Há um novo cabo eleitoral na praça. Seu nome é IOF. Manejando-o, Bolsonaro e Paulo Guedes perderam o nexo.
Numa entrevista televisiva que concedeu em 1999, quando ainda era estilingue e não tinha a mais remota intenção de ocupar a vidraça da Presidência da República, o então deputado Jair Bolsonaro prestou consultoria tributária à audiência:
— Conselho meu e eu faço: sonego tudo o que for possível. Se puder não pagar nota fiscal eu não pago, porque o dinheiro vai para o ralo, vai para a sacanagem.
Em 2018, já na condição de candidato e assessorado pelo Posto Ipiranga, Bolsonaro fez uma promessa em timbre categórico:
— Não vai ter aumento de imposto.
Eleito, Bolsonaro se vangloriou inúmeras vezes de não ter mordido a carteira dos brasileiros.
— Ninguém aguenta pagar mais imposto", declarou, por exemplo, em agosto do ano passado.
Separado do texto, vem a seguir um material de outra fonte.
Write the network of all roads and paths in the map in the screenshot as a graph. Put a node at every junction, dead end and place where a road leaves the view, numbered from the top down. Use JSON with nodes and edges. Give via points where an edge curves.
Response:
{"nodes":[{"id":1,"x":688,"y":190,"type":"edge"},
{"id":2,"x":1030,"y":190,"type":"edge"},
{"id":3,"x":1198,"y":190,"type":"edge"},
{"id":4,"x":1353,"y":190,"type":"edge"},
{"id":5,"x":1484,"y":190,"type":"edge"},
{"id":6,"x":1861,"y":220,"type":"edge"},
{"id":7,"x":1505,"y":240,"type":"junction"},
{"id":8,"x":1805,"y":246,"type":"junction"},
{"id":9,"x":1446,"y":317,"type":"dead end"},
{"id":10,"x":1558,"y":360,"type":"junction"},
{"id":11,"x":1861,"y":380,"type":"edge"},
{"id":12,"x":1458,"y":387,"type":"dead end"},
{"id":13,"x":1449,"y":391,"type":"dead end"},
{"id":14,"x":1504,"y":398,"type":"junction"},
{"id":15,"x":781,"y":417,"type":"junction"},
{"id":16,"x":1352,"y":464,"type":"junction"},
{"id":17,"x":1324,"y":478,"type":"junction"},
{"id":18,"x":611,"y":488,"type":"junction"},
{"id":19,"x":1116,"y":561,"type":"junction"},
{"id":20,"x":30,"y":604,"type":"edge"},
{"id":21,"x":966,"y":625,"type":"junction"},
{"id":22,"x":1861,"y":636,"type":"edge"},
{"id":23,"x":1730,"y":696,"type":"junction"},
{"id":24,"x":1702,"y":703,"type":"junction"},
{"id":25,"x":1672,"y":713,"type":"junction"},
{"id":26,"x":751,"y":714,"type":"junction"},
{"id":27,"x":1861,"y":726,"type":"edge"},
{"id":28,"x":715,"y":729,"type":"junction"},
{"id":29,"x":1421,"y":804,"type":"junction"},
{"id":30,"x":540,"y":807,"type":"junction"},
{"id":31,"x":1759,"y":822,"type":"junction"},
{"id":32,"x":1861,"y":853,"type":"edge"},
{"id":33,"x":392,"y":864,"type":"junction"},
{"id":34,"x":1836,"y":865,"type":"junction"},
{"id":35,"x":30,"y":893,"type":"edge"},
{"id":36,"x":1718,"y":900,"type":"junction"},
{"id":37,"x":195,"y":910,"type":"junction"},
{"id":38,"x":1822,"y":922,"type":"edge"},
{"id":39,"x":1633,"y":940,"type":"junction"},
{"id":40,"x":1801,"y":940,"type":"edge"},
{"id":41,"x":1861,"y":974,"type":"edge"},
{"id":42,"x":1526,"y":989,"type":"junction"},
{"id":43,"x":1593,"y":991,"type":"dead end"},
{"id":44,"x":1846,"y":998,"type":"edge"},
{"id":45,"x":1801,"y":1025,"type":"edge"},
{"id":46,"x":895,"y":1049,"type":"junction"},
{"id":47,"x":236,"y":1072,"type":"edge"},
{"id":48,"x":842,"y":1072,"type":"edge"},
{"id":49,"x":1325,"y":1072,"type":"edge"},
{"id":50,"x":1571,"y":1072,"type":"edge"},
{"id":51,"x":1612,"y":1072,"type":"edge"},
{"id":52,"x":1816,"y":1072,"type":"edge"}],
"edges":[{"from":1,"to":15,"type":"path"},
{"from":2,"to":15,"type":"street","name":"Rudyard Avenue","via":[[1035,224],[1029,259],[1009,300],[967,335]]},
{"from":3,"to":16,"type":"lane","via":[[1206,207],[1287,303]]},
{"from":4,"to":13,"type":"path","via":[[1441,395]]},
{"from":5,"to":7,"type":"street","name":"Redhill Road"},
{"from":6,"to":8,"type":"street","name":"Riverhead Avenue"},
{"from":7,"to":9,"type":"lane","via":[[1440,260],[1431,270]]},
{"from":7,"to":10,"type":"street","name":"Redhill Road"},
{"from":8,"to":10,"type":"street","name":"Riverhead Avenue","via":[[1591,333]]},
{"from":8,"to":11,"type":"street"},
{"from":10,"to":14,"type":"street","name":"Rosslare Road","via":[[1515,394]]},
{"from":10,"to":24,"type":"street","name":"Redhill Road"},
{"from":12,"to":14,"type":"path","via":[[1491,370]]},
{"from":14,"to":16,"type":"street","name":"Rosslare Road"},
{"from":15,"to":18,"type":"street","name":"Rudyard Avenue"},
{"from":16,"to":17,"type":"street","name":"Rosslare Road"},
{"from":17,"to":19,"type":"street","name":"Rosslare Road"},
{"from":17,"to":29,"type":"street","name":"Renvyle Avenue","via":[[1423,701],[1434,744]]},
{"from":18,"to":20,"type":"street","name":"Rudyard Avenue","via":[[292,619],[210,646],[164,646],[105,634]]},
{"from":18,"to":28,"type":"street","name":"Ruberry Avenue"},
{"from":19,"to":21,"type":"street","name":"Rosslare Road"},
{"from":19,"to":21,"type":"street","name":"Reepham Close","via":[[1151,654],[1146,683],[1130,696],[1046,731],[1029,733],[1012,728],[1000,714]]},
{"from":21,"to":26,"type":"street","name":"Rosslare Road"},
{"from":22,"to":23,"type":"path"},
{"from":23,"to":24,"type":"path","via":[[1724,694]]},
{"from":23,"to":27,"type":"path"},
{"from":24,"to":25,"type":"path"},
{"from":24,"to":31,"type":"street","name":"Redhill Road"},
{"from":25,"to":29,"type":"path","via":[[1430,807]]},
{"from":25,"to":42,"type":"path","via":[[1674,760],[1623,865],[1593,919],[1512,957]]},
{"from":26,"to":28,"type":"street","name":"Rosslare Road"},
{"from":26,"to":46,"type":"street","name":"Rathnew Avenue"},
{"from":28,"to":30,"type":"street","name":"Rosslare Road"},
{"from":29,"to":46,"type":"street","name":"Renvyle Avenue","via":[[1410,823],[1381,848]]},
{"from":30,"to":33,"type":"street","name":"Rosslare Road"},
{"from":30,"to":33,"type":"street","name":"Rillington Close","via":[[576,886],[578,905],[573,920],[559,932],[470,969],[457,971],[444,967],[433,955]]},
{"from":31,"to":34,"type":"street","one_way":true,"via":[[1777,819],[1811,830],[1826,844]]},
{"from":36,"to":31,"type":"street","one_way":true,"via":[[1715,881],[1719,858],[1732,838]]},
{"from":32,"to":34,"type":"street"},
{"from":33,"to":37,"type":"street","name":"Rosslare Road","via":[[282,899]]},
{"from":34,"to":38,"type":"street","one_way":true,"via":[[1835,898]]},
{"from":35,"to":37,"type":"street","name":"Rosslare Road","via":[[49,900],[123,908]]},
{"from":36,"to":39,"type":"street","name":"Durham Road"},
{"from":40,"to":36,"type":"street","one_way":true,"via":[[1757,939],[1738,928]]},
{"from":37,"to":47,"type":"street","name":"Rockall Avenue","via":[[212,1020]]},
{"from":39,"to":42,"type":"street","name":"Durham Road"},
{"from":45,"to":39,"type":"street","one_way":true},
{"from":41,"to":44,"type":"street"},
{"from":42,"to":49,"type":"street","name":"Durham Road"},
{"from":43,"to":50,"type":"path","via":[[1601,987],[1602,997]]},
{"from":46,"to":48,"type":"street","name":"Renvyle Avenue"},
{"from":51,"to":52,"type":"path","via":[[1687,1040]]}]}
— Não podemos continuar sendo um dos países com a mais alta carga tributária do mundo e com a menor contraprestação de serviço, discursou há três meses, no Planalto.
Pois bem, dois dias depois de declarar que "fake news faz parte da vida" e que todos têm o direito de contar suas "mentirinhas", Bolsonaro aumentou as alíquotas do Imposto sobre Operações Financeiras, o IOF, cobrado sobre todos os empréstimos.
Para as empresas, a alíquota passará de 1,50% para 2,04%. Para as pessoas físicas, subirá de 3,0% para 4,08%. No total, a mordida será de R$ 2,14 bilhões até dezembro.
As empresas repassarão o custo para os preços, salgando a inflação. As pessoas que trazem a corda no pescoço sentirão o aperto sufocante do nó.
Alega-se que parte da coleta, R$ 1,6 bilhão, será usada para pagar parcelas do novo Bolsa Família ainda em 2021. Beleza. Reforçar o orçamento dos brasileiros mais pobres é necessário e urgente.
O diabo é que o governo discute a providência há mais de um ano e dizia que o dinheiro viria do corte de despesas. Agora, a sociedade é punida porque Paulo Guedes e Bolsonaro não fizeram o serviço que prometeram. E não foi por falta de gordura.
Só as emendas secretas que compram a fidelidade do centrão custam ao Tesouro R$ 17 bilhões. Optou-se por tungar o contribuinte, desorganizando ainda mais uma economia já bem bagunçada.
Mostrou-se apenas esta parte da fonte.